Authors: Virginia Euwer Wolff
In the year 1939 I was 18 years old. My parents told me one day I was to pack my things to go on a trip to visit my father's uncle in America. Of course I did not want to go so far away on a boat all alone without the language, but they insisted. Uncle Moshe is a jolly man, they said, with luxuries, a radio, and there are movies just down his street in New York. Uncle Moshe would take me to a school to learn to typewrite while I visited him. His wife I would like, a berrieh, a live wire, and his grown-up children, my cousins, would be my friends for my visit. This would be a vacation for me from the bad life in Bialystok, and they taught me some words to use in English. “So how about it?” “Some milk in the coffee, please.” “I am a nice girl.”
With these words I got on the boat unwillingly. My father and my mother sent me with blessings and kisses with their arms around me, I will never forget. I believed them about my “vacation” because I wanted to believe them. In Poland we did many things for that reason.
I never heard my mama's and my papa's voice again. I never felt their hand. We believe they died at Treblinka, but one can never be sure.

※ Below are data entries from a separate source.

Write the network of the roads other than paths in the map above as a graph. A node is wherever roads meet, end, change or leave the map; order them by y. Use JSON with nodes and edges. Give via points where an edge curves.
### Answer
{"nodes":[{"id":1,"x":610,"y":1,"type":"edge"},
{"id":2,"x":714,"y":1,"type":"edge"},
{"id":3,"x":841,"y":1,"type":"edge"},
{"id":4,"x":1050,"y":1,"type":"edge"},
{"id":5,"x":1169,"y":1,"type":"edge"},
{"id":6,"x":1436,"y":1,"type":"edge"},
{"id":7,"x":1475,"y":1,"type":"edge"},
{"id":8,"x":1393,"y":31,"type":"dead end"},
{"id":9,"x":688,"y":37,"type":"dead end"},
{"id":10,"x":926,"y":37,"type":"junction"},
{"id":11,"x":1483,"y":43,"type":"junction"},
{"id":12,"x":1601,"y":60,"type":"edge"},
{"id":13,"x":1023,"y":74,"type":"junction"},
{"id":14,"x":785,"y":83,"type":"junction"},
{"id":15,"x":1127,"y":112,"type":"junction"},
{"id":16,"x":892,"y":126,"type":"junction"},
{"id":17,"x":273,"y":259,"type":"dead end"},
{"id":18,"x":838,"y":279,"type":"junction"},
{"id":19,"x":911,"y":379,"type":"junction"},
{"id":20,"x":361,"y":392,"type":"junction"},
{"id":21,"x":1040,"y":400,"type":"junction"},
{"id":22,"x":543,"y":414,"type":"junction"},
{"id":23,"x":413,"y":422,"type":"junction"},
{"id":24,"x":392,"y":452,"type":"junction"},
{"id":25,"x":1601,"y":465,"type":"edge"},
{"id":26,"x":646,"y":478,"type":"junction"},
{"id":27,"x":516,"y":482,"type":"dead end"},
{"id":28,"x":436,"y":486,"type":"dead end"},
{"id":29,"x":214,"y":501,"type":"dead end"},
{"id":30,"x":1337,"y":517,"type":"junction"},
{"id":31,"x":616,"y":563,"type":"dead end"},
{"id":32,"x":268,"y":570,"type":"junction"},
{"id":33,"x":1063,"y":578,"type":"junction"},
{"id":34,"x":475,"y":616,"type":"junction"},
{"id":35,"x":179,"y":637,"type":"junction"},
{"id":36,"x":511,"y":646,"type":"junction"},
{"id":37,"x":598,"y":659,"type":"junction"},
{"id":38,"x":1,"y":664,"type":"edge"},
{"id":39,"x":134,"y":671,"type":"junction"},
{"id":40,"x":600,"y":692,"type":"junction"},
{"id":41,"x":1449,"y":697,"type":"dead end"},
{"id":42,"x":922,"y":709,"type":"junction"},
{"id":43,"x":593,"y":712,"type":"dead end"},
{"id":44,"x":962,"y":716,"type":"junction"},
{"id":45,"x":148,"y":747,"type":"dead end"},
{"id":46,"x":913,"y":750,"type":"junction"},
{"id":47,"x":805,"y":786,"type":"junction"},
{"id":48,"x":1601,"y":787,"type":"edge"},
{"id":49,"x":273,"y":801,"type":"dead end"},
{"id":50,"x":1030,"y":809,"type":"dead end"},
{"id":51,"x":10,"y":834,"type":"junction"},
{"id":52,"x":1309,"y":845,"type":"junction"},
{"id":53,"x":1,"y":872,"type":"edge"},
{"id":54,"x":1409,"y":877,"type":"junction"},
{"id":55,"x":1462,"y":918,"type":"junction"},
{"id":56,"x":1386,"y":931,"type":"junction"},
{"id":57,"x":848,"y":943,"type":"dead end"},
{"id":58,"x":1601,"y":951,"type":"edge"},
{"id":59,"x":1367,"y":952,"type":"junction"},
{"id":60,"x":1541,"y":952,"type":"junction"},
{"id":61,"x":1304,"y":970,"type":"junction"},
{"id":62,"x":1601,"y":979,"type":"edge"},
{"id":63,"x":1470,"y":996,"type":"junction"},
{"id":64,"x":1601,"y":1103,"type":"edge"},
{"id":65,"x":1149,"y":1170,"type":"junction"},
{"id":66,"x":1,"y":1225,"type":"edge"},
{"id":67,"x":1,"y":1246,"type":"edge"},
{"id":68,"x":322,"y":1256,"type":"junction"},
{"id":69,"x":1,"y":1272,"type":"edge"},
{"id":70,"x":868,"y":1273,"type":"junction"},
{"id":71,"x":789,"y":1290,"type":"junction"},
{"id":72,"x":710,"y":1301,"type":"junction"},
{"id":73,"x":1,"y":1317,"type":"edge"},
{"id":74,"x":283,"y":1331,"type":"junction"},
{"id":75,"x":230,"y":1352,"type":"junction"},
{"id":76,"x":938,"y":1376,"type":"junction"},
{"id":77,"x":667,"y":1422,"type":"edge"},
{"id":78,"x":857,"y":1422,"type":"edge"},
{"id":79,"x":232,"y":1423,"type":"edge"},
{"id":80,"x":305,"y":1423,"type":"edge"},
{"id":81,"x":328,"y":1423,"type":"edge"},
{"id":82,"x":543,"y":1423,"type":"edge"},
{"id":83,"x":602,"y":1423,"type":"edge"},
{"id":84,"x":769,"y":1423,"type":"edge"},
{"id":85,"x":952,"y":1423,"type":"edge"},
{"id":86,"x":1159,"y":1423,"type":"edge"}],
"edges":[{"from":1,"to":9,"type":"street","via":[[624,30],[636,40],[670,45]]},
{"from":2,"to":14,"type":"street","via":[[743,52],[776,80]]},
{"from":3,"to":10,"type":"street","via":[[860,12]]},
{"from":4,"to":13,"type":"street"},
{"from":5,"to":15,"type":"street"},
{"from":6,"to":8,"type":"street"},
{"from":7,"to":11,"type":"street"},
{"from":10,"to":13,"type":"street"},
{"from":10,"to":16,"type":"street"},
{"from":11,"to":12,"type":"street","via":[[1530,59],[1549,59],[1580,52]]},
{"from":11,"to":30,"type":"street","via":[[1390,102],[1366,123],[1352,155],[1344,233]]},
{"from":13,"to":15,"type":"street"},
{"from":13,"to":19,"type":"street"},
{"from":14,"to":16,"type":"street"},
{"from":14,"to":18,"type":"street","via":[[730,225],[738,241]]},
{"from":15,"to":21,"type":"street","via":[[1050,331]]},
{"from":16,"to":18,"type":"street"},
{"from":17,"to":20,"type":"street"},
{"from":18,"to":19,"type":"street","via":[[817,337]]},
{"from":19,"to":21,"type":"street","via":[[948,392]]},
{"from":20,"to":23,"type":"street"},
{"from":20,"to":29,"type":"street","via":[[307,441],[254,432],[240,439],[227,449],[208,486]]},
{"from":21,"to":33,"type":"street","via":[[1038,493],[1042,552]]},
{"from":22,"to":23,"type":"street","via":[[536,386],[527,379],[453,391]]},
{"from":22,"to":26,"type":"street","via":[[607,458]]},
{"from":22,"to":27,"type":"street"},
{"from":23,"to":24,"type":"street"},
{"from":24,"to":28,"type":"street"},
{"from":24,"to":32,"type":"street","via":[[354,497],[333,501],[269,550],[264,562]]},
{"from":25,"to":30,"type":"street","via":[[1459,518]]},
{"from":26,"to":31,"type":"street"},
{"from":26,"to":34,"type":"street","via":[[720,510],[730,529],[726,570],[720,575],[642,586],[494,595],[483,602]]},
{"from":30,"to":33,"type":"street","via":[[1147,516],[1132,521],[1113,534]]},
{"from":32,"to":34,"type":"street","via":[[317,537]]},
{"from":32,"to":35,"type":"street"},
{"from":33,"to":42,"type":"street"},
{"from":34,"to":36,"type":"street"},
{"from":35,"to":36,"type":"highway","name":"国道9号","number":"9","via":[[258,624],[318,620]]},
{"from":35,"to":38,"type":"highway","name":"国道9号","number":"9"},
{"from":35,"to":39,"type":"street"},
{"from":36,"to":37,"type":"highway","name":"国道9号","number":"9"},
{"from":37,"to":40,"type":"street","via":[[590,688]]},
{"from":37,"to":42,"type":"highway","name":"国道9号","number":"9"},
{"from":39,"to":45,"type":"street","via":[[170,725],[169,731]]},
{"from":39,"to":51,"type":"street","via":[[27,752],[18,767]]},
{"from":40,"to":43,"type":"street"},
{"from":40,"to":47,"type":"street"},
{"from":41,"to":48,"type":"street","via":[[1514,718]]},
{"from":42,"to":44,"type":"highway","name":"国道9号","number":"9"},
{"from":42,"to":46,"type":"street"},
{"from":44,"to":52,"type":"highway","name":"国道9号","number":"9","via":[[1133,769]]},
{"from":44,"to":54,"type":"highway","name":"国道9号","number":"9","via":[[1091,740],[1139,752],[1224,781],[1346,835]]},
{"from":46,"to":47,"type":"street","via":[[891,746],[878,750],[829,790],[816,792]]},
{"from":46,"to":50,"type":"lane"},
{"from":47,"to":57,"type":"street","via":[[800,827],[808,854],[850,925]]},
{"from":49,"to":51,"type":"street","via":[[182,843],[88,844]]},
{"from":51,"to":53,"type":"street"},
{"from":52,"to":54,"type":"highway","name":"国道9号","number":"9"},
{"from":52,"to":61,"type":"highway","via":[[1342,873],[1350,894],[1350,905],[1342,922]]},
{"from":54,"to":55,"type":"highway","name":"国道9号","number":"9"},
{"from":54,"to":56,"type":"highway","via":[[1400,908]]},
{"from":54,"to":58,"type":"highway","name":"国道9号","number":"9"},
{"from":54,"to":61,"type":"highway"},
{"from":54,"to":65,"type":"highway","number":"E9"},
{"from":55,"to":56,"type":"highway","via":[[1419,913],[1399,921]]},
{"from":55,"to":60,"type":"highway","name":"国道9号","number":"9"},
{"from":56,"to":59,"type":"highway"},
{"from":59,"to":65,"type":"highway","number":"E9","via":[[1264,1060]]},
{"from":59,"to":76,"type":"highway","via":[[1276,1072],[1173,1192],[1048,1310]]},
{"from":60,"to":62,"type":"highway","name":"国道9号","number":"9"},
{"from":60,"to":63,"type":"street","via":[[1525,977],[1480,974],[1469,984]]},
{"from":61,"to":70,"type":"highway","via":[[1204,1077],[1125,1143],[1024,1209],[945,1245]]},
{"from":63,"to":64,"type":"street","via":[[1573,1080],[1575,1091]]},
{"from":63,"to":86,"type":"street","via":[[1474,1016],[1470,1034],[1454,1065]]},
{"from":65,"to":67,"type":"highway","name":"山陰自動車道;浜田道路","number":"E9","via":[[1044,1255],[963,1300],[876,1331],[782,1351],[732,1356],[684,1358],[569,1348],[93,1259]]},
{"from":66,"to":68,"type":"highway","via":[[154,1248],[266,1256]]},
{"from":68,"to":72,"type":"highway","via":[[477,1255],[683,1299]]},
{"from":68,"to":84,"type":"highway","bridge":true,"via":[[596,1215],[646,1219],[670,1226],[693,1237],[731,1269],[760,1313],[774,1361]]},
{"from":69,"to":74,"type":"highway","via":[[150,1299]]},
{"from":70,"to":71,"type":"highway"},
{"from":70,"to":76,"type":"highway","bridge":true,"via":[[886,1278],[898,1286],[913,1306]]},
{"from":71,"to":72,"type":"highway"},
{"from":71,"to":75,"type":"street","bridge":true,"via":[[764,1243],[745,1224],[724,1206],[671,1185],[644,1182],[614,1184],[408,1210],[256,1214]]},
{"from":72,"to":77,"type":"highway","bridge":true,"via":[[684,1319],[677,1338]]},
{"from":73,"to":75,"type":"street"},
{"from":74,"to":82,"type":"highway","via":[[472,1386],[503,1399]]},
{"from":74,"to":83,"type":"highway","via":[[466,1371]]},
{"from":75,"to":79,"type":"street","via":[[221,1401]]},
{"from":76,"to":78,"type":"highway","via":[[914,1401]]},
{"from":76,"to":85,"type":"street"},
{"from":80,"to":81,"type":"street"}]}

My mother Leah had soft arms and her weary eyes were tender with imagination. In the photograph you sent me at my birthday, I see some sameness in your eyes, Allegra Leah. The gift I am sending you have seen in the picture you have on your wall of my mother Leah as a girl with her broom and her goose. It came in my satchel across the Atlantic Ocean in 1939. I did not know it was in my satchel; my mother tucked it inside. Only later I understood this was her final good-bye to me.
A memory is a thing you always have. But it is about a thing you cannot get any more of.
You will be all your life this connection with Bialystok and Suprasl. This gift is only for you. You are the one with the name of the great-grandmother, the elter bubbe. I wish you the dreams and not the nightmares.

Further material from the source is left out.